Although IMRT or VMAT may have dosimetric advantages over 3D-CRT in terms of scalp sparing, 3D-CRT is still an essential option for treating brain metastasizes for the following reasons. First, IMRT or VMAT is not yet widespread; in Japan, 498 of 717 institutions do not perform IMRT.²³ Metastatic brain tumors are common for cancer patients,^1,2 so WBRT is not only performed in high volume centers which can perform IMRT. Second, IMRT or VMAT can result in a longer time until treatment initiation compared with 3D-CRT. In recent clinical trials, 51–59% of patients receiving WBRT had neurological symptoms,^24,25 which is considered to be more common in real world. Patients with symptomatic brain metastases may require urgent treatment. The technique used in the present study is superior to IMRT or VMAT in that it can be performed widely and initiated quickly

Previous studies report that the threshold dose to the scalp for Grade 1 or higher permanent alopecia is 30 Gy irradiation, and the dose for Grade 3 or higher alopecia in 50% of cases is 46 Gy irradiation.^26,27 Other studies have suggested that temporal alopecia is initiated by absorbed doses as low as 2 Gy.^28,29 Recent normal tissue complication probability models for temporal alopecia suggested that the probability of alopecia is dose-dependent with no clear threshold.^30,31 In the present study, the scalp mean and maximum doses provided by 15 MV WBRT were 22.4–24.1and 28.5–31.6 Gy, respectively, which were 0.5–2 Gy lowered compared with the doses provided by 6 MV WBRT. This suggests that 15 MV WBRT cannot prevent temporal alopecia completely but may lower its occurrence compared with 6 MV WBRT.

Limitations of this study include comparing radiation doses only using a treatment planning system.
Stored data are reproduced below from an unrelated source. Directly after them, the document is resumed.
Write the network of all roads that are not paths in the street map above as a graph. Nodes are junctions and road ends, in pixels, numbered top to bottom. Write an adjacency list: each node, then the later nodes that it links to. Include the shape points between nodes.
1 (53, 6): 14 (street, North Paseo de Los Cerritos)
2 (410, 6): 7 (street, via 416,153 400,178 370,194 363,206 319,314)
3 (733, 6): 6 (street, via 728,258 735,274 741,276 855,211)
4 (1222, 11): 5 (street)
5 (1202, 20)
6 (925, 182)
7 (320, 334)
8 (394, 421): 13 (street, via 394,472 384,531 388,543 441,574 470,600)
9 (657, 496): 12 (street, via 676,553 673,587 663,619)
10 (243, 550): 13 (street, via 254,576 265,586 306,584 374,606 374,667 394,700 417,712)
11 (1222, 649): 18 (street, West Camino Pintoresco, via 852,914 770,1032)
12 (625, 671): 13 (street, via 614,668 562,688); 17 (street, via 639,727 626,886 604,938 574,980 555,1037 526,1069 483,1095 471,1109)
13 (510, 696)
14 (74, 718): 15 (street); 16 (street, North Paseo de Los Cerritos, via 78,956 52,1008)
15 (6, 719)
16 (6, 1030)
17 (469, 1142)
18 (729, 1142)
Dose calculations of treatment planning systems at build-up regions such as the scalp surface are known to be uncertain.³² It is also unclear how much this dose reduction of the scalp mitigates alopecia and improves patient quality of life. Further clinical studies assessing the benefit of this technique in real patients are needed.

Conclusion

15 MV photon WBRT provides lower scalp doses without significant dose reduction to the brain surface independent of the presence of FiF technique on a treatment planning system. Further Phase II studies assessing real-world clinical benefit are needed to confirm the utility of this strategy.